Output each entry that follows exactly. Images stay out.

[Opening Source information section]

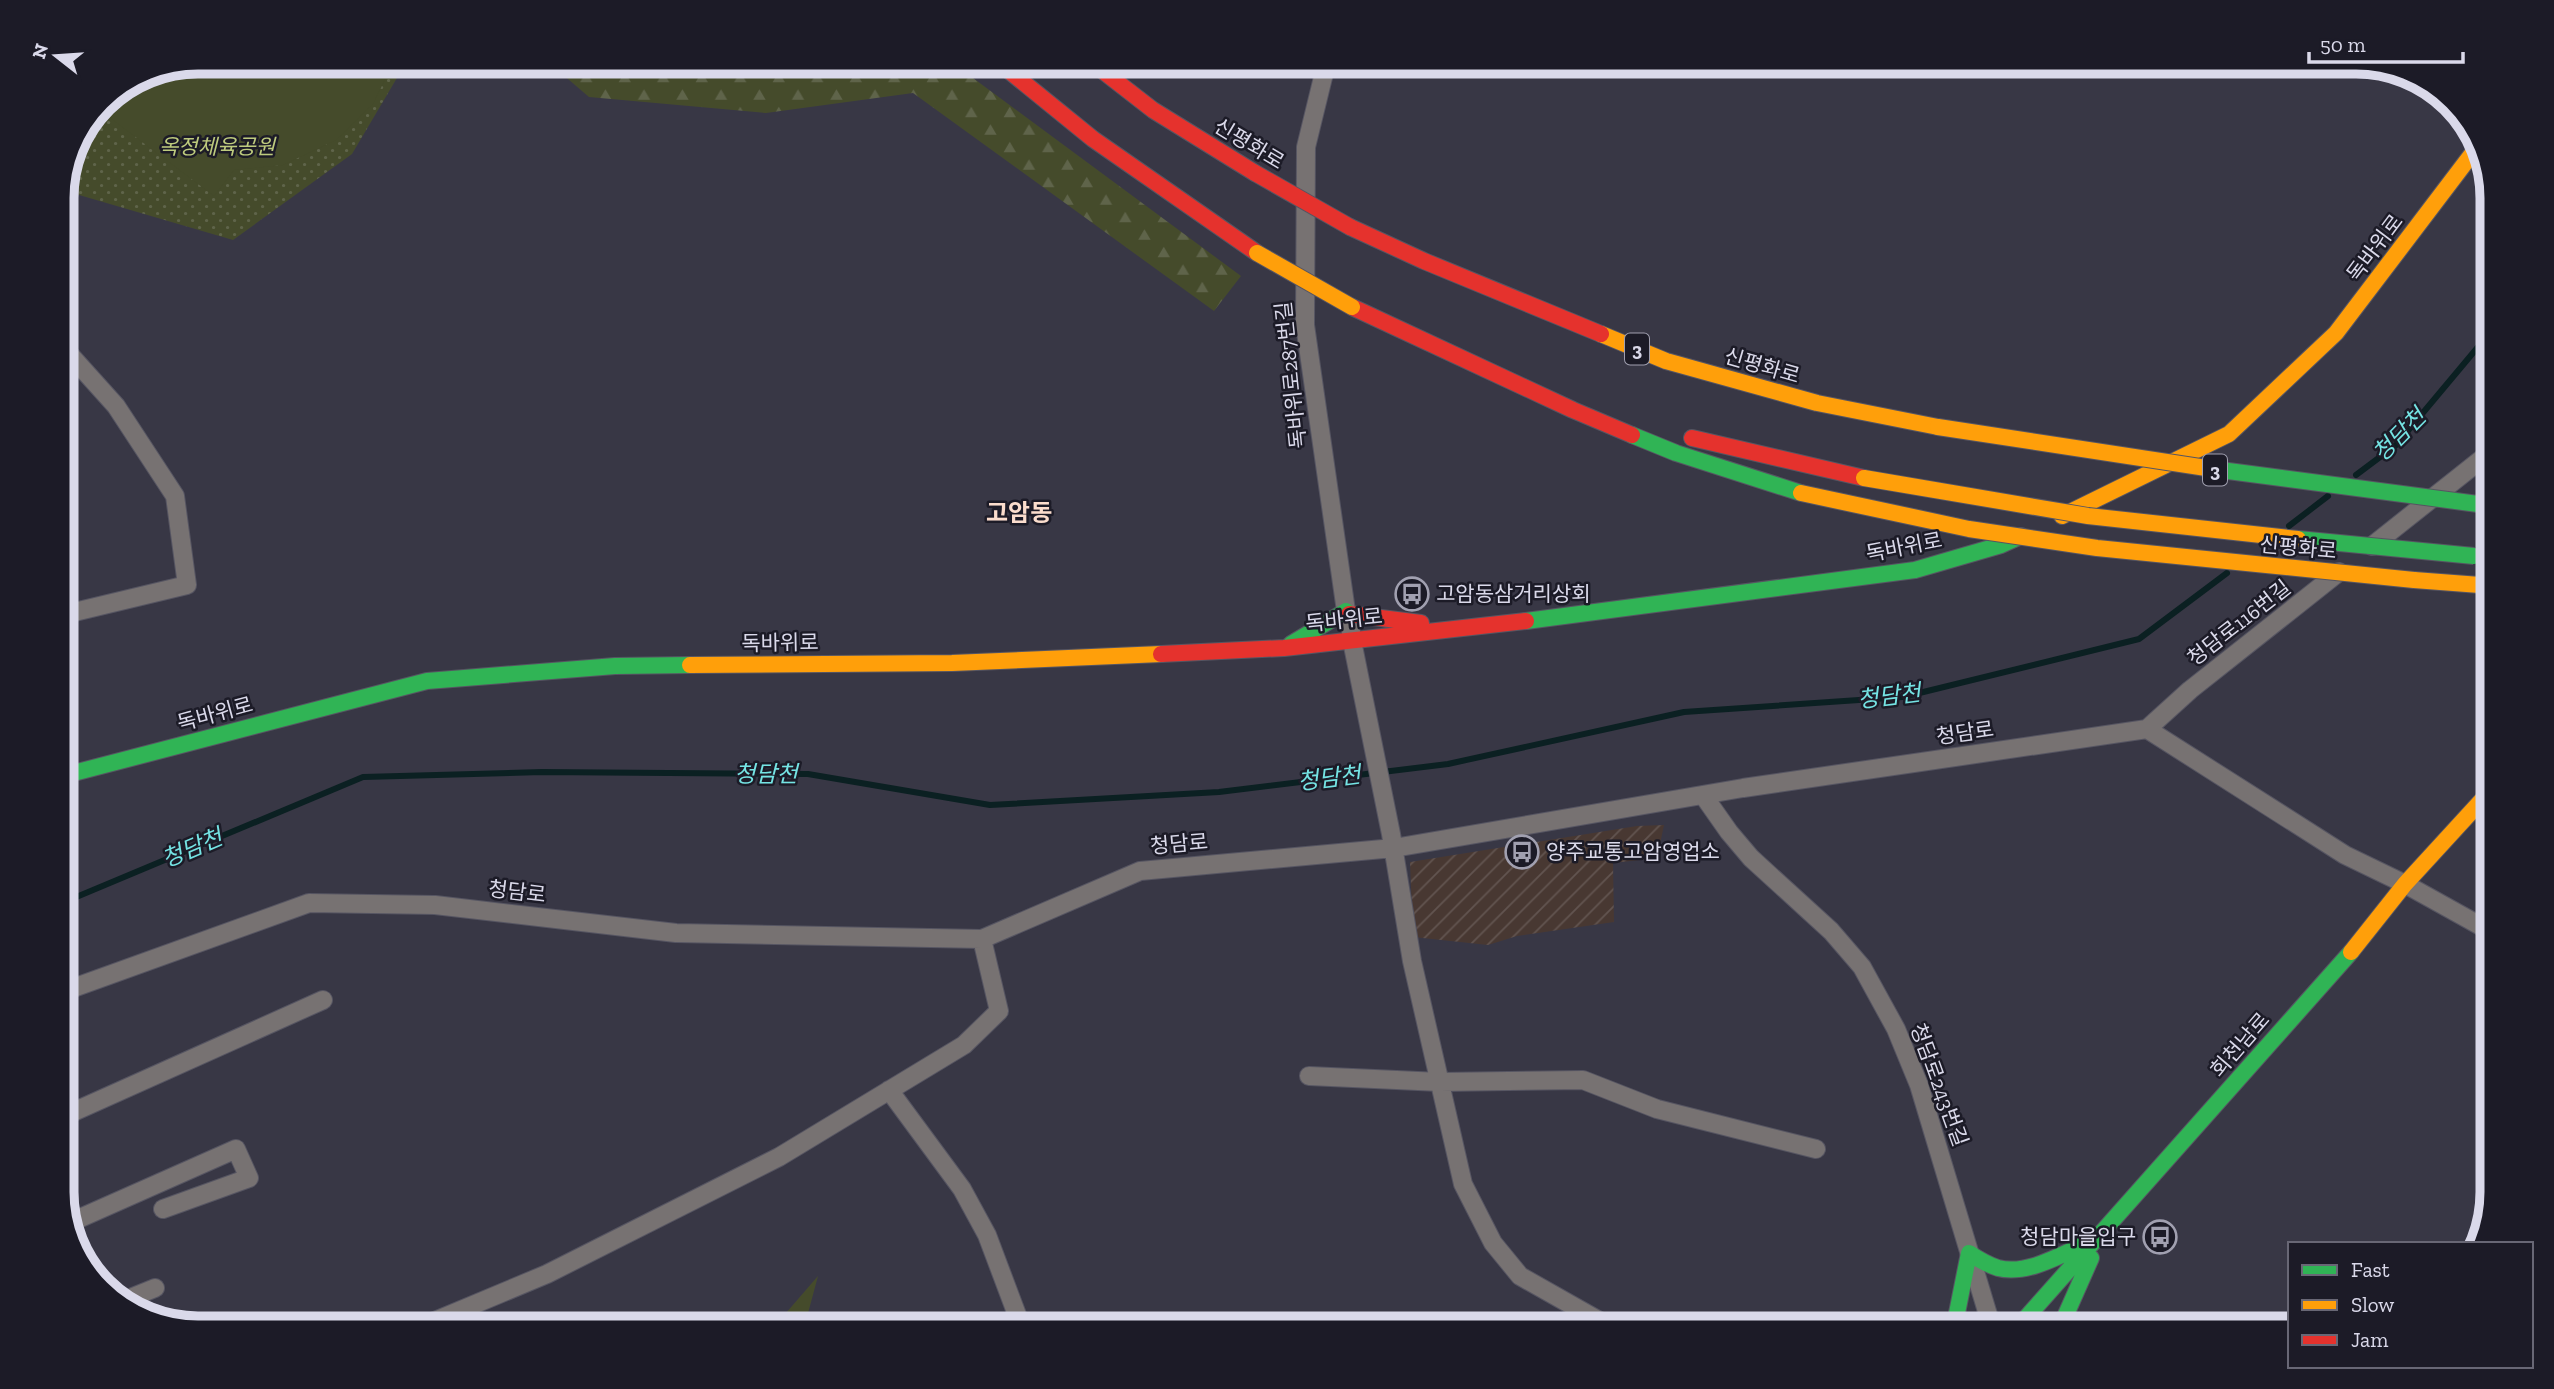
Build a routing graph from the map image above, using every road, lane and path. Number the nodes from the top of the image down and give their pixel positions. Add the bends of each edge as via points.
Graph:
1 (1013, 74) edge
2 (1107, 74) edge
3 (1324, 74) edge
4 (2472, 154) edge
5 (74, 359) edge
6 (1573, 410) junction
7 (2480, 460) edge
8 (2480, 504) edge
9 (2480, 557) edge
10 (2480, 585) edge
11 (74, 612) edge
12 (1348, 613) junction
13 (1458, 628) junction
14 (1352, 641) junction
15 (1284, 648) junction
16 (2147, 729) junction
17 (74, 773) edge
18 (1703, 795) junction
19 (2480, 802) edge
20 (1392, 841) junction
21 (2405, 884) junction
22 (2480, 926) edge
23 (982, 939) junction
24 (74, 988) edge
25 (323, 1000) dead end
26 (1309, 1076) dead end
27 (1440, 1082) junction
28 (889, 1090) junction
29 (74, 1112) edge
30 (1816, 1149) dead end
31 (163, 1209) dead end
32 (77, 1219) edge
33 (2100, 1237) junction
34 (1969, 1253) junction
35 (155, 1288) dead end
36 (133, 1297) edge
37 (447, 1316) edge
38 (1018, 1316) edge
39 (1591, 1316) edge
40 (1956, 1316) edge
41 (1988, 1316) edge
42 (2028, 1316) edge
43 (2065, 1316) edge

1 - 6 main road, 신평화로, bridge via 1093,139 1257,253 1352,307
2 - 8 main road, 신평화로 / 3, bridge via 1153,110 1350,227 1666,361 1816,403 1938,427
3 - 12 street, 독바위로287번길 via 1306,147 1305,325
4 - 13 main road, 독바위로 via 2336,333 2229,434 2001,545 1914,570
5 - 11 street via 116,406 175,496 187,585
6 - 9 main road, 신평화로, bridge via 1864,478 2088,516
6 - 10 main road, 신평화로, bridge via 1676,453 1801,493 1969,529 2084,547
7 - 16 street, 청담로116번길
12 - 13 main road
12 - 14 street, 독바위로287번길
12 - 15 main road
13 - 14 main road, 독바위로
14 - 15 main road, 독바위로
14 - 20 street
15 - 17 main road, 독바위로 via 951,663 615,666 427,681
16 - 18 street, 청담로
16 - 21 street via 2345,855
18 - 20 street, 청담로
18 - 34 street, 청담로243번길 via 1751,858 1862,967 1896,1029 1919,1085
19 - 21 main road, 회천남로
20 - 23 street, 청담로 via 1140,871
20 - 27 street via 1412,961
21 - 22 street
21 - 33 main road, 회천남로 via 2373,927
23 - 24 street, 청담로 via 676,933 435,905 309,903
23 - 28 street via 999,1011 964,1045
25 - 29 street
26 - 27 street
27 - 30 street via 1583,1080 1657,1109
27 - 39 street via 1464,1184 1493,1243 1520,1276
28 - 37 street via 755,1169 547,1274
28 - 38 street via 962,1189 987,1235
31 - 32 street via 249,1178 236,1149
33 - 34 main road via 2029,1266 2007,1269
33 - 42 main road, 회천남로
33 - 43 main road
34 - 40 main road
34 - 41 street, 청담로243번길
35 - 36 street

[Closing Source information section]

### [Response below]
Build a routing graph from the map image above, using every road, lane and path. Number the nodes from the top of the image down and give their pixel positions. Add the bends of each edge as via points.
Graph:
1 (1013, 74) edge
2 (1107, 74) edge
3 (1324, 74) edge
4 (2472, 154) edge
5 (74, 359) edge
6 (1573, 410) junction
7 (2480, 460) edge
8 (2480, 504) edge
9 (2480, 557) edge
10 (2480, 585) edge
11 (74, 612) edge
12 (1348, 613) junction
13 (1458, 628) junction
14 (1352, 641) junction
15 (1284, 648) junction
16 (2147, 729) junction
17 (74, 773) edge
18 (1703, 795) junction
19 (2480, 802) edge
20 (1392, 841) junction
21 (2405, 884) junction
22 (2480, 926) edge
23 (982, 939) junction
24 (74, 988) edge
25 (323, 1000) dead end
26 (1309, 1076) dead end
27 (1440, 1082) junction
28 (889, 1090) junction
29 (74, 1112) edge
30 (1816, 1149) dead end
31 (163, 1209) dead end
32 (77, 1219) edge
33 (2100, 1237) junction
34 (1969, 1253) junction
35 (155, 1288) dead end
36 (133, 1297) edge
37 (447, 1316) edge
38 (1018, 1316) edge
39 (1591, 1316) edge
40 (1956, 1316) edge
41 (1988, 1316) edge
42 (2028, 1316) edge
43 (2065, 1316) edge

1 - 6 main road, 신평화로, bridge via 1093,139 1257,253 1352,307
2 - 8 main road, 신평화로 / 3, bridge via 1153,110 1350,227 1666,361 1816,403 1938,427
3 - 12 street, 독바위로287번길 via 1306,147 1305,325
4 - 13 main road, 독바위로 via 2336,333 2229,434 2001,545 1914,570
5 - 11 street via 116,406 175,496 187,585
6 - 9 main road, 신평화로, bridge via 1864,478 2088,516
6 - 10 main road, 신평화로, bridge via 1676,453 1801,493 1969,529 2084,547
7 - 16 street, 청담로116번길
12 - 13 main road
12 - 14 street, 독바위로287번길
12 - 15 main road
13 - 14 main road, 독바위로
14 - 15 main road, 독바위로
14 - 20 street
15 - 17 main road, 독바위로 via 951,663 615,666 427,681
16 - 18 street, 청담로
16 - 21 street via 2345,855
18 - 20 street, 청담로
18 - 34 street, 청담로243번길 via 1751,858 1862,967 1896,1029 1919,1085
19 - 21 main road, 회천남로
20 - 23 street, 청담로 via 1140,871
20 - 27 street via 1412,961
21 - 22 street
21 - 33 main road, 회천남로 via 2373,927
23 - 24 street, 청담로 via 676,933 435,905 309,903
23 - 28 street via 999,1011 964,1045
25 - 29 street
26 - 27 street
27 - 30 street via 1583,1080 1657,1109
27 - 39 street via 1464,1184 1493,1243 1520,1276
28 - 37 street via 755,1169 547,1274
28 - 38 street via 962,1189 987,1235
31 - 32 street via 249,1178 236,1149
33 - 34 main road via 2029,1266 2007,1269
33 - 42 main road, 회천남로
33 - 43 main road
34 - 40 main road
34 - 41 street, 청담로243번길
35 - 36 street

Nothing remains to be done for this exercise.